Notice of Special Interest (NOSI): AI/ML in Pre-Clinical Drug Development for Psychiatric Disorders
Notice Number:
NOT-MH-25-050

Key Dates

Release Date:

December 20, 2024

First Available Due Date:
January 25, 2025
Expiration Date:
January 08, 2029

Related Announcements

  • December 20, 2024 - Notice of Special Interest (NOSI): Molecular and Cellular Computational Tools Supporting Fundamental Neuroscience Research in Health, Mental Illness and Developmental Processes. See Notice NOT-MH-25-045.
  • December 18, 2024 - NIH Research Project Grant (Parent R01 Clinical Trial Not Allowed). See NOFO PA-25-301. 
  • December 18, 2024 - NIH Research Project Grant (Parent R01 Basic Experimental Studies with Humans Required). See NOFO PA-25-303.
  • December 18, 2024 - NIH Research Project Grant (Parent R01 Clinical Trial Required). See NOFO PA-25-305.
  • November 06, 2024 - Assay Development and Screening for Discovery of Validated Chemical Hits for Brain Disorders (R01 Clinical Trial Not Allowed). See NOFO PAR-25-063.
  • November 06, 2024 - Development and Application of PET and SPECT Imaging Ligands as Biomarkers for Drug Discovery and for Pathophysiological Studies of CNS Disorders (R01 Clinical Trial Optional). See NOFO PAR-25-036.
  • November 29, 2021 - Drug Discovery For Nervous System Disorders (R21 Clinical Trials Not Allowed). See NOFO PAR-22-032.
  • November 29, 2021- Drug Discovery For Nervous System Disorders (R01 Clinical Trials Not Allowed). See NOFO PAR-22-031.

Issued by

National Institute of Mental Health (NIMH)

Purpose

The purpose of this Notice of Special Interest (NOSI) is to encourage the use of artificial intelligence (AI)/ machine learning (ML) methods to accelerate any of the steps of preclinical Drug Discovery (DD): target identification, lead identification, and lead optimization. 
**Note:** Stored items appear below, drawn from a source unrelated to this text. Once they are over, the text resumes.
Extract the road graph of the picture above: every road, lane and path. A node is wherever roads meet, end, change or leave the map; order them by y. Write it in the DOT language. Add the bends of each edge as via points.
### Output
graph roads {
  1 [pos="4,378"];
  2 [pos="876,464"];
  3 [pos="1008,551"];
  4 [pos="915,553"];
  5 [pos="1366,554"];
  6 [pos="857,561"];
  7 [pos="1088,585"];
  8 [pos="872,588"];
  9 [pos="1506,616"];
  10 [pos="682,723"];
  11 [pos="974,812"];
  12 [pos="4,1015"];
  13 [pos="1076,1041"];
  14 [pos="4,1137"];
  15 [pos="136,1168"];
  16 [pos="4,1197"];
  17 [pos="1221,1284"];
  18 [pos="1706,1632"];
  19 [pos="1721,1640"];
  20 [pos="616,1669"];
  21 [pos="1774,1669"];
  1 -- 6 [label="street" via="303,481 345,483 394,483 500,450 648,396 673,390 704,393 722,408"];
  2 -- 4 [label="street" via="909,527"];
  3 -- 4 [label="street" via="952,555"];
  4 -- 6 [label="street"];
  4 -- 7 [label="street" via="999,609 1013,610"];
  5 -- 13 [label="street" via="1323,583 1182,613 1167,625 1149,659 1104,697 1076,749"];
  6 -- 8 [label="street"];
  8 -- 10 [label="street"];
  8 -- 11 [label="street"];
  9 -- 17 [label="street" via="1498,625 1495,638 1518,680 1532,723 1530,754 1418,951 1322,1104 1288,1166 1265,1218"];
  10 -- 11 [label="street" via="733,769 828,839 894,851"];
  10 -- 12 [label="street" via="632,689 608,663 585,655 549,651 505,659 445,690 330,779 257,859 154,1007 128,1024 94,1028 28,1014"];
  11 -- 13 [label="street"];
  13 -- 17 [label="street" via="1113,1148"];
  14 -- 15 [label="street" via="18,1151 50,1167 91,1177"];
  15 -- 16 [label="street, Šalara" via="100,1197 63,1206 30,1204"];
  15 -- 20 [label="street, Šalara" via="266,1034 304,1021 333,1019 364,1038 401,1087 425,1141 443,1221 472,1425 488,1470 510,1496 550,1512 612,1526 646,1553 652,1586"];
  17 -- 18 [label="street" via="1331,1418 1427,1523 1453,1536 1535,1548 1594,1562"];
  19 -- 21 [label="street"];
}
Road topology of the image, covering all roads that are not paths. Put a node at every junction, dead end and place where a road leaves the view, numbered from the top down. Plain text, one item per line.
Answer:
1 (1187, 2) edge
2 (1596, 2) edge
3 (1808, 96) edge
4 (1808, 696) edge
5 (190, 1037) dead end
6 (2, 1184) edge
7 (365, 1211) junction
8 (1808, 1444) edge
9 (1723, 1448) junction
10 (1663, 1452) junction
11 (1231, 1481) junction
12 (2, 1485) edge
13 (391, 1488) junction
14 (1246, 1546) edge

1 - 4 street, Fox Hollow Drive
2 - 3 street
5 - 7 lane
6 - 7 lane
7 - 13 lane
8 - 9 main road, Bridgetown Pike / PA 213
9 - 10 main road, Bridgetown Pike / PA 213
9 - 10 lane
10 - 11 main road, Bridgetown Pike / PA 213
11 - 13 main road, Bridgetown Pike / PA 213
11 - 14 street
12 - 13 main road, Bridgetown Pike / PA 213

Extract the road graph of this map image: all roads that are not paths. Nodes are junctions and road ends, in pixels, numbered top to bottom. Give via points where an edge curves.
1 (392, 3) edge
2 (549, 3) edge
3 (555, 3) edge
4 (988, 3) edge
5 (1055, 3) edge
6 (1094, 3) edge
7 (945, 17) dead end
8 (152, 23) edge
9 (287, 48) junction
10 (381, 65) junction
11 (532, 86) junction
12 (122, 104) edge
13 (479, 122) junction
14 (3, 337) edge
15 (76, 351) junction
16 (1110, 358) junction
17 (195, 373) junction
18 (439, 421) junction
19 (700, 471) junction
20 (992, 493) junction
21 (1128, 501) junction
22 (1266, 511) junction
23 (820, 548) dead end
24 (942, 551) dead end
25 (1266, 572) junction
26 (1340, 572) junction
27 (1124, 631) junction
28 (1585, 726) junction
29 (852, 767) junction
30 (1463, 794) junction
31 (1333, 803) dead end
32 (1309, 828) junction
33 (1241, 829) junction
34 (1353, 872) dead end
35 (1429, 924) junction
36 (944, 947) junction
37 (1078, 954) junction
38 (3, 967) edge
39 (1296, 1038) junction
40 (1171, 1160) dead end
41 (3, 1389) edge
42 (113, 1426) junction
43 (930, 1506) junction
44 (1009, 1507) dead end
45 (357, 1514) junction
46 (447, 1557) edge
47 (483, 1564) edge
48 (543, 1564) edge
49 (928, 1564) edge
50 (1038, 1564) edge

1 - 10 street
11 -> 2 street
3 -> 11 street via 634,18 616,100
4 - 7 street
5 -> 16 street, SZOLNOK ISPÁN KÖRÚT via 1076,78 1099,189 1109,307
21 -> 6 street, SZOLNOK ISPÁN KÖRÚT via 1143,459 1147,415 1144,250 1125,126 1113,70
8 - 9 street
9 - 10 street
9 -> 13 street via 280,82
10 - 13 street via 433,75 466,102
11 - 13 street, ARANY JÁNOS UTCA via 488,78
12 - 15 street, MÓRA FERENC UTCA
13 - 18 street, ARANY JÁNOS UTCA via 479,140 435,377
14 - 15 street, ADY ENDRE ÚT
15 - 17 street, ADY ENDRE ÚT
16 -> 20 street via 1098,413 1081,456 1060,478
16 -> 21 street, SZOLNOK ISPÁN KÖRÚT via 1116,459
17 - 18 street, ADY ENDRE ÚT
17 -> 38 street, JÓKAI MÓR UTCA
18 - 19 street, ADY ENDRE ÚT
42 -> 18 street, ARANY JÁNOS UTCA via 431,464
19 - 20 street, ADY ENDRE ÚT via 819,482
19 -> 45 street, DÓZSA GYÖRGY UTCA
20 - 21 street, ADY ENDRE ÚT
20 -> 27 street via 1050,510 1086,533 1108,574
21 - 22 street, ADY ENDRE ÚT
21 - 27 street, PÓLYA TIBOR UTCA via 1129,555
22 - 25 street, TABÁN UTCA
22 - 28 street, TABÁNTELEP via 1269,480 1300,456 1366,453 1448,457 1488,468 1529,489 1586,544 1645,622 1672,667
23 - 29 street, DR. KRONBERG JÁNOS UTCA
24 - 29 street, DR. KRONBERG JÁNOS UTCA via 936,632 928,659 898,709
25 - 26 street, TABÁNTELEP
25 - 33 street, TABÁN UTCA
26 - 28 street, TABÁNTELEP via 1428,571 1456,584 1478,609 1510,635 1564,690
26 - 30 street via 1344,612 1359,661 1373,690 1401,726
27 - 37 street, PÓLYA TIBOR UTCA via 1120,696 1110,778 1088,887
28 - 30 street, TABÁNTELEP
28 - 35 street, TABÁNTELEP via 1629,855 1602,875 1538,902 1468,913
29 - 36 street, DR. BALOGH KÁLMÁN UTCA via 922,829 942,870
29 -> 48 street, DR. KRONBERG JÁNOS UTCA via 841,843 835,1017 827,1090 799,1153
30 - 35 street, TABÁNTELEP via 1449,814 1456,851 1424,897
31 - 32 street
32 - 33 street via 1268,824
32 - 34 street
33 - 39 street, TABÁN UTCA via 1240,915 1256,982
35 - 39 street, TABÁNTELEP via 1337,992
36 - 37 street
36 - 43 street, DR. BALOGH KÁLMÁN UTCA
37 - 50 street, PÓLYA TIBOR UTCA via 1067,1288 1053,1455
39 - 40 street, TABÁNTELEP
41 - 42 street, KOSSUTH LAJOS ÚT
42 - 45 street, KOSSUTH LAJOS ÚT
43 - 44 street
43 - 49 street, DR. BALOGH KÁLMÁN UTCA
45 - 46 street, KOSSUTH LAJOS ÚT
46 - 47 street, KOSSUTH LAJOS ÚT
The focus of this NOSI is on preclinical drug discovery. Investigational New Drug (IND)-enabling studies, scale-up for manufacturing, and clinical research and development are out of the scope of this NOSI.

Team science approaches where the strength and knowledge of multiple individuals across computational sciences, biology, and clinical expertise in psychiatric diseases, among others, are strongly encouraged.

For this NOSI, AI/ML refers to AI and its subsets (machine learning, deep learning, neural networks, natural language processing).

Background 

Over the last several years, the NIMH Division of Neuroscience and Basic Behavioral Science (DNBBS) program has supported the discovery and development of new drug candidates targeting different aspects of the complex biology of mental illness. Despite notable successes, such as creating a robust portfolio of new preclinical and clinical drug candidates for diverse therapeutic targets, there remains a need for de-risking and accelerating key steps of the drug discovery and preclinical drug development process. Driven by the rapid growth of big biomedical data (see, for instance, the research tools and reference data developed through PsychENCODE and the BRAIN initiative, such as BICCN and the Informatic Program), increase in computing power and continuous optimization of computing algorithms, AI/ML methods provide opportunities to expand the efficiency of discovering and developing safe and effective drugs

The preclinical DD process is iterative, multifaceted, and complex; it requires (a) basic science research and target identification, (b) target pharmacology, (c) lead identification, and (d) lead optimization and candidate selection. AI/ML programs can be applied in all preclinical DD steps. AI/ML algorithms can interpret complex biological data, predict molecular interactions, analyze genetic, genomic, and proteomic data to pinpoint potential disease targets, identify and validate suitable drug targets, predict the interaction between molecules and target proteins, help in designing drugs with enhanced specificity, potency, and minimal potential adverse effects, expedite the optimization of lead compounds and identifying potential drug candidates. Also, AI/ML methods can help predict feasible synthetic routes for the preparation of drug-like hit or lead molecules.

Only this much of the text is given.